Vervangende nieuwbouw
De gemeente is verantwoordelijk voor goede onderwijsgebouwen en dus ook voor de kosten van nieuwbouw en uitbreiding van schoolgebouwen. In april 2021 heeft de gemeenteraad ingestemd met vervangende nieuwbouw voor het Jan van Brabant College, locatie Molenstraat. En hiervoor krediet beschikbaar gesteld. Daarnaast heeft de gemeenteraad de opdracht gegeven om een goede locatie voor nieuwbouw te zoeken.
Randvoorwaarden voor de locatiekeuze waren dat het moet gaan om grond die in eigendom van de gemeente is, dat de locatie dicht bij een sportvoorziening moet liggen en dat rekening wordt gehouden met de spreiding van de middelbare scholen en de ontwikkelplannen van de stad.
Locatiekeuze
In totaal zijn er 8 locaties onderzocht, waarvan er vervolgens 2 als kansrijk zijn benoemd: Cacaokade en Suytknoop. Van deze beide locaties is onderzocht of zij ook echt voldoen aan de gestelde voorwaarden. Het onderzoek richtte zich op bestemmingsplan, milieu, verkeer en stedenbouwkundige visualisatie.
Het haalbaarheidsonderzoek wijst uit dat de locatie Cacaokade de beste optie voor het Jan van Brabant College is. De locatie Cacaokade voldoet aan het richtinggevend kader dat de raad in april 2021 heeft vastgesteld. Het perceel is in eigendom van de gemeente Helmond. De locatie ligt op loop- en fietsafstand van de sportvoorziening van Fletcher waar de school al gebruik van maakt. De spreiding van de middelbare scholen in Helmond blijft behouden. En ook de afgesproken planning – oplevering van de nieuwbouw in 2027 – is op deze locatie haalbaar, aangezien de school rechtstreeks past binnen het bestemmingsplan.
Op onderstaande afbeelding kunt u de locatie zien:
Hoe nu verder?
In 2021 heeft de gemeenteraad krediet beschikbaar gesteld voor de nieuwbouw van het Jan van Brabant College. Het haalbaarheidsonderzoek laat zien dat dit krediet niet meer toereikend is. De bouwkosten zijn de afgelopen jaren gestegen. Daarnaast zal er door de groeiambities van Helmond een grotere school gebouwd moeten worden. Ook is het van belang om aandacht voor de leefbaarheid en de kwaliteit van de openbare ruimte te hebben; zo zijn de aanleg van (fiets)parkeervoorzieningen en de aanpassing van de verkeerssituatie onmisbaar.
Ontwerp van de school
Het Jan van Brabantcollege heeft een architect gekozen. De architect is bezig met het ontwerp van de school. In het ontwerp moet onder andere een fietsenstalling komen die onder het gebouw komt. Daar kunnen straks de leerlingen en docenten van de school en medewerkers en huurders van de Cacaofabriek hun fiets stallen.

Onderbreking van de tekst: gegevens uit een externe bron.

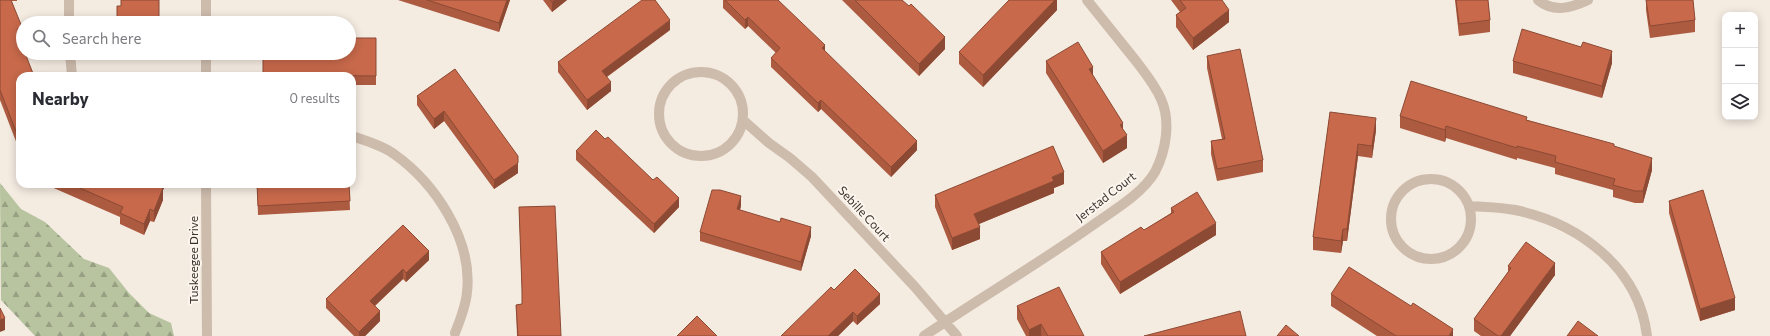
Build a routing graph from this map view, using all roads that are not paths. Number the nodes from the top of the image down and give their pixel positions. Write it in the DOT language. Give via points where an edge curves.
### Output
graph roads {
  1 [pos="69,0"];
  2 [pos="206,0"];
  3 [pos="1087,0"];
  4 [pos="1538,0"];
  5 [pos="1588,0"];
  6 [pos="69,16"];
  7 [pos="206,16"];
  8 [pos="71,60"];
  9 [pos="206,60"];
  10 [pos="72,72"];
  11 [pos="206,72"];
  12 [pos="743,120"];
  13 [pos="356,137"];
  14 [pos="206,188"];
  15 [pos="1470,206"];
  16 [pos="944,322"];
  17 [pos="452,335"];
  18 [pos="207,336"];
  19 [pos="924,336"];
  20 [pos="957,336"];
  21 [pos="1647,336"];
  1 -- 6 [label="street"];
  2 -- 7 [label="street"];
  3 -- 16 [label="street, Jerstad Court" via="1152,82 1162,99 1166,128 1161,158 1146,183 1113,211 1050,255"];
  4 -- 5 [label="street" via="1556,8 1571,8"];
  8 -- 10 [label="street"];
  9 -- 11 [label="street"];
  12 -- 12 [label="street" via="738,135 728,147 714,154 699,156 684,153 671,144 662,131 658,116 660,101 668,87 680,77 695,72 710,73 724,79 736,90 742,104"];
  12 -- 16 [label="street, Sebille Court" via="812,177 915,287"];
  13 -- 17 [label="street" via="394,154 430,187 446,210 459,236 465,261 467,292 462,314"];
  14 -- 18 [label="street, Tuskeegee Drive"];
  15 -- 15 [label="street" via="1451,184 1436,179 1422,180 1408,186 1397,197 1391,210 1390,225 1396,240 1405,251 1418,258 1433,260 1448,257 1460,248 1468,236 1472,221"];
  15 -- 21 [label="street" via="1530,214 1588,240 1607,255 1624,276 1640,306"];
  16 -- 19 [label="street, Jerstad Court"];
  16 -- 20 [label="street, Sebille Court"];
}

Ontwerp buitenruimte en verkeerssituatie
De school is dus aan de slag met het ontwerp. Daarnaast gaan wij als gemeente verder met het ontwerp van de buitenruimte en het aanpassen van de verkeerssituatie. Het gehele gebied wordt opnieuw ingericht met voldoende parkeerplaatsen voor de Cacaofabriek, de school en bezoekers van Waterburcht 7. Over de precieze inrichting kan meegedacht worden door wijkbewoners en andere betrokkenen.
Uit onderzoek is gebleken dat er veel geld nodig is om de gebouwen aan de Molenstraat op te knappen, te verduurzamen én aan te passen aan het onderwijskundig concept van de school.
Bij onderwijsgebouwen is het schoolbestuur juridisch eigenaar en de gemeente is economisch eigenaar. De gebouwen komen na einde gebruik weer terug naar de gemeente. De gemeente zal binnen de Visie van het Stationskwartier gaan bekijken hoe het gebouw aan de Molenstraat gebruikt gaat worden. Het is nog niet bekend wanneer de planvorming hiervoor zal starten.
Nader onderzoek heeft uitgewezen dat een school niet rechtstreeks binnen het bestemmingsplan Suytkade past. Het is noodzakelijk om een Besluit hogere geluidswaarde vast te stellen. Wanneer er een school bij komt (een geluidsgevoelig object) worden bedrijven op Hoogeind beperkt in hun wettelijke uitbreidingsmogelijkheden. De kans op planschadeclaims is reëel en de (financiële) impact is groot.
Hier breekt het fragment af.